→ Assigned task
Take each line of the entries below that contains "nodes" and copy it.

= = = = = = =

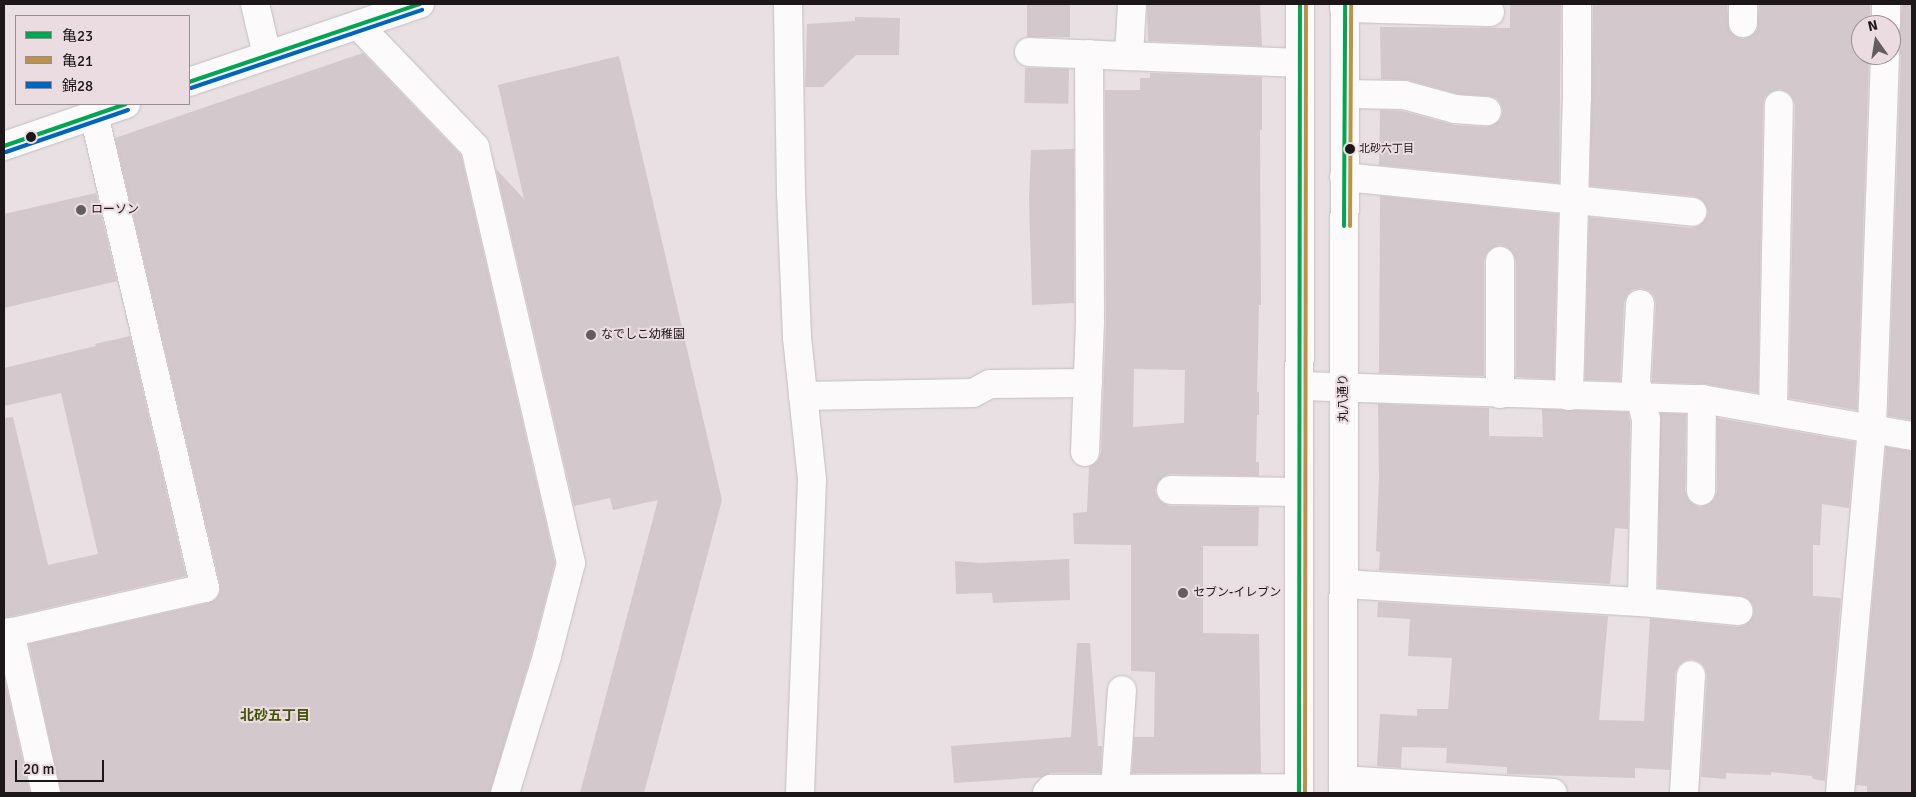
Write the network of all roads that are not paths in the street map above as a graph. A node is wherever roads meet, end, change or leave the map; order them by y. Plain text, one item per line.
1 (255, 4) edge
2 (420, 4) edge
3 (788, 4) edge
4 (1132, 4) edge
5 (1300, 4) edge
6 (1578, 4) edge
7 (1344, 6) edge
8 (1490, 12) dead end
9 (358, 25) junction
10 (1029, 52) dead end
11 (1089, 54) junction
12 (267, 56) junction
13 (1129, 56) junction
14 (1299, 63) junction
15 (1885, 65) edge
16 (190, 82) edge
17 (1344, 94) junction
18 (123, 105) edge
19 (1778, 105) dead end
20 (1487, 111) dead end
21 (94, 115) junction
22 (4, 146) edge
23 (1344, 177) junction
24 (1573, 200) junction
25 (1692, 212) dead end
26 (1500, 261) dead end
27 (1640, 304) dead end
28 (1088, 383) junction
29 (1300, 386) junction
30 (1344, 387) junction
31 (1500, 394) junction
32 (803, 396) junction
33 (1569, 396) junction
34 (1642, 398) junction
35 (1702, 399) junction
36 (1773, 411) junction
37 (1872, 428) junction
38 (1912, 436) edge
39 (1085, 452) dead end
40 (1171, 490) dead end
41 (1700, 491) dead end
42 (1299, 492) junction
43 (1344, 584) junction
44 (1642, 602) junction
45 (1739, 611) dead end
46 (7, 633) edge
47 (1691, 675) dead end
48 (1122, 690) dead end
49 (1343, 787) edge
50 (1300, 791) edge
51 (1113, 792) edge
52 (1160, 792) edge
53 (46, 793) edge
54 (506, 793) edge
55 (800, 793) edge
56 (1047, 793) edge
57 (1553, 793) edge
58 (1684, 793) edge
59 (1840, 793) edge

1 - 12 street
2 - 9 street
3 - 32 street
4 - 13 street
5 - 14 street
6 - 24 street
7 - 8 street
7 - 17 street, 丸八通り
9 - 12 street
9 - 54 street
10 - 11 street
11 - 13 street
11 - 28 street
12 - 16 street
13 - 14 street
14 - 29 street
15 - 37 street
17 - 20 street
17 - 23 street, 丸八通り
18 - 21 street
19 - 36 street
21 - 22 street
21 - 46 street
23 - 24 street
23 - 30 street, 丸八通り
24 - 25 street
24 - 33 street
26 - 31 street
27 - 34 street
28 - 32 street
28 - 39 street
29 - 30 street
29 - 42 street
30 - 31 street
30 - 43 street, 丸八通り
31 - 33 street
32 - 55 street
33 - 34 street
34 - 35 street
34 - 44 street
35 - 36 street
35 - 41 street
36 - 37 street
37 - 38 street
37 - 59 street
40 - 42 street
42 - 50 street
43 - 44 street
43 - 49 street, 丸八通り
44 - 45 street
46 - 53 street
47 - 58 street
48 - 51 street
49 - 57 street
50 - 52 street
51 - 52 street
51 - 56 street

= = = = = = =

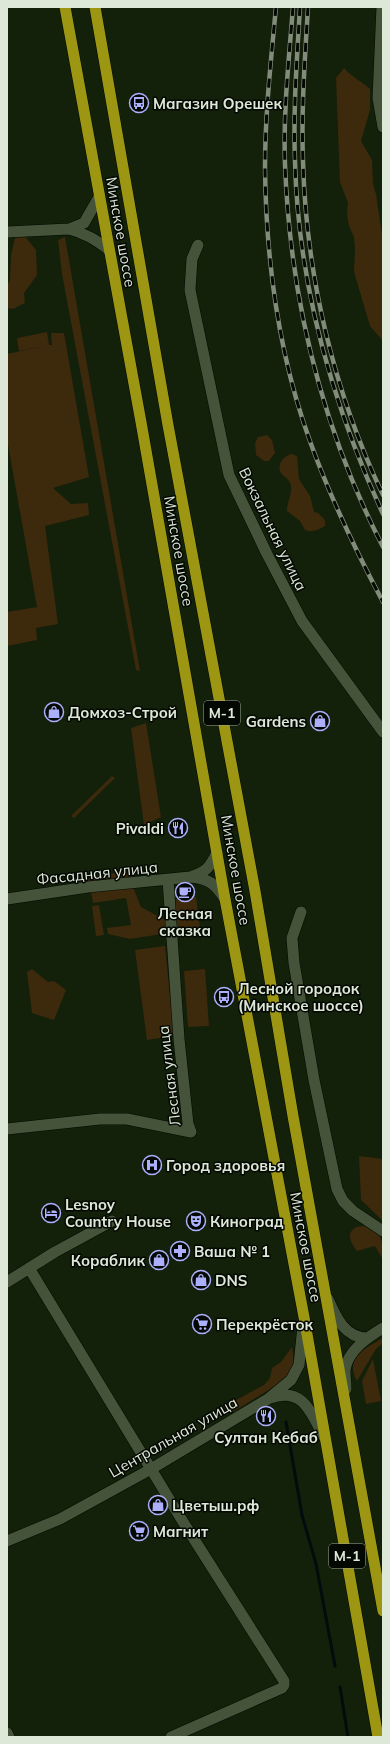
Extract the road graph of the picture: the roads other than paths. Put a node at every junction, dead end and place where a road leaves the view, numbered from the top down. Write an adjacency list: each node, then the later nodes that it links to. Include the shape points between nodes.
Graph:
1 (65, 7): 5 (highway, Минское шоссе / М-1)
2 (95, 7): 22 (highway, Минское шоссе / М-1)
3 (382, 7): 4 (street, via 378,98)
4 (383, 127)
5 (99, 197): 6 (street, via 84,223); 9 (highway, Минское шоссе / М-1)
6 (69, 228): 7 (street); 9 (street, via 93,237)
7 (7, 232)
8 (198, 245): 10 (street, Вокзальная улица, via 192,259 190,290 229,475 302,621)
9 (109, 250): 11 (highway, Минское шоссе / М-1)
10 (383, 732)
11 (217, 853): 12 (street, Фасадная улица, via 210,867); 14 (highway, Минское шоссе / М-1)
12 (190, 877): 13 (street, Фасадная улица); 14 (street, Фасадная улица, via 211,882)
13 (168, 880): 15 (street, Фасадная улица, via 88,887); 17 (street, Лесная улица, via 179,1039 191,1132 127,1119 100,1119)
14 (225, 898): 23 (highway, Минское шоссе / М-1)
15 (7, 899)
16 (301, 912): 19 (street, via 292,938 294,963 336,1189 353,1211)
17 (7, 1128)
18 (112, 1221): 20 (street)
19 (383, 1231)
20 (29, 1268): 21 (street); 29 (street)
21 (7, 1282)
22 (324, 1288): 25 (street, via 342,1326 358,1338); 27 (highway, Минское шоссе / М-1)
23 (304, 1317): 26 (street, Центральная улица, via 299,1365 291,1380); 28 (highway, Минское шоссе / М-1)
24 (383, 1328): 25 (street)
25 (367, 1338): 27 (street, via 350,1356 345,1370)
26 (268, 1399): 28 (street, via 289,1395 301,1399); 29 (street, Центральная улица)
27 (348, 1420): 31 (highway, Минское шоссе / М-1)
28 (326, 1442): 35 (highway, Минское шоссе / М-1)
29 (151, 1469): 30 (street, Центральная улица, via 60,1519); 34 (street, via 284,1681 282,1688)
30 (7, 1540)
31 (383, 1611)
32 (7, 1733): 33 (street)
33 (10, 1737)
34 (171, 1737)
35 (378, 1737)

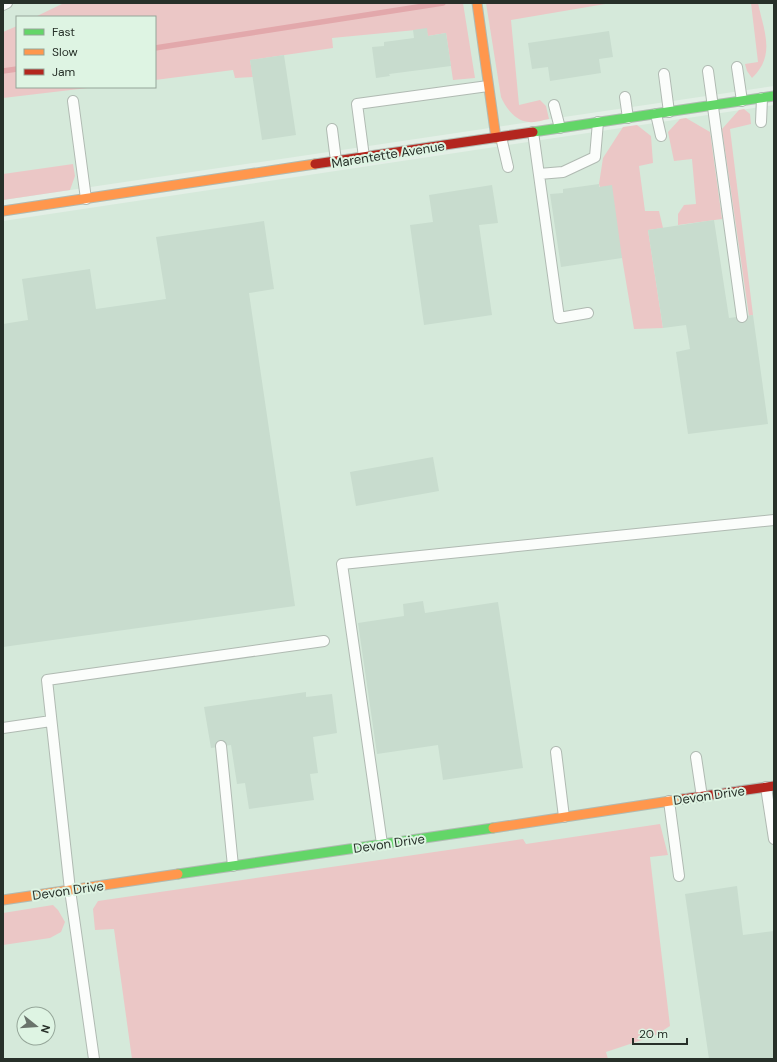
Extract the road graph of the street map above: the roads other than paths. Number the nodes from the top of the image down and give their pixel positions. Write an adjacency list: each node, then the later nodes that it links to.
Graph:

= = = = = = =

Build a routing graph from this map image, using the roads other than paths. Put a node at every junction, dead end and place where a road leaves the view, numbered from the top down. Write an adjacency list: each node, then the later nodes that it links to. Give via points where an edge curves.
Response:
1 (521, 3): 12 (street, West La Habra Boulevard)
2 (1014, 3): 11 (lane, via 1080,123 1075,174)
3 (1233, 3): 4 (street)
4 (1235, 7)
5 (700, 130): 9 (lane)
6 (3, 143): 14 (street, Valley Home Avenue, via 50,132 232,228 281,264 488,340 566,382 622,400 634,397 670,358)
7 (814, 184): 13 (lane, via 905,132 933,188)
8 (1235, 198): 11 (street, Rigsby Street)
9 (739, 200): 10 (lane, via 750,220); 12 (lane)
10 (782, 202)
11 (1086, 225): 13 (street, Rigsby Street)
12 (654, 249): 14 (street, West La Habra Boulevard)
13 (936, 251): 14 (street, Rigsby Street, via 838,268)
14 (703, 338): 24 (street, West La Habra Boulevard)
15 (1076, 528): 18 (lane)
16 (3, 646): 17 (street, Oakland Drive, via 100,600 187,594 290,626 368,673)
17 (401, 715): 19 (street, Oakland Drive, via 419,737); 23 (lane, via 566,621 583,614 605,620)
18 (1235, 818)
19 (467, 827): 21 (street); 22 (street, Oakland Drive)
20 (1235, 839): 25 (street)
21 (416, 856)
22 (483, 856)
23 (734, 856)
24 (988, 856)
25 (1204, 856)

= = = = = = =

→ Solved problem
Extract the road graph of the picture: the roads other than paths. Put a node at every junction, dead end and place where a road leaves the view, numbered from the top down. Write an adjacency list: each node, then the later nodes that it links to. Include the shape points between nodes.
Extract the road graph of the street map above: the roads other than paths. Number the nodes from the top of the image down and give their pixel positions. Write an adjacency list: each node, then the later nodes that it links to.
Build a routing graph from this map image, using the roads other than paths. Put a node at every junction, dead end and place where a road leaves the view, numbered from the top down. Write an adjacency list: each node, then the later nodes that it links to. Give via points where an edge curves.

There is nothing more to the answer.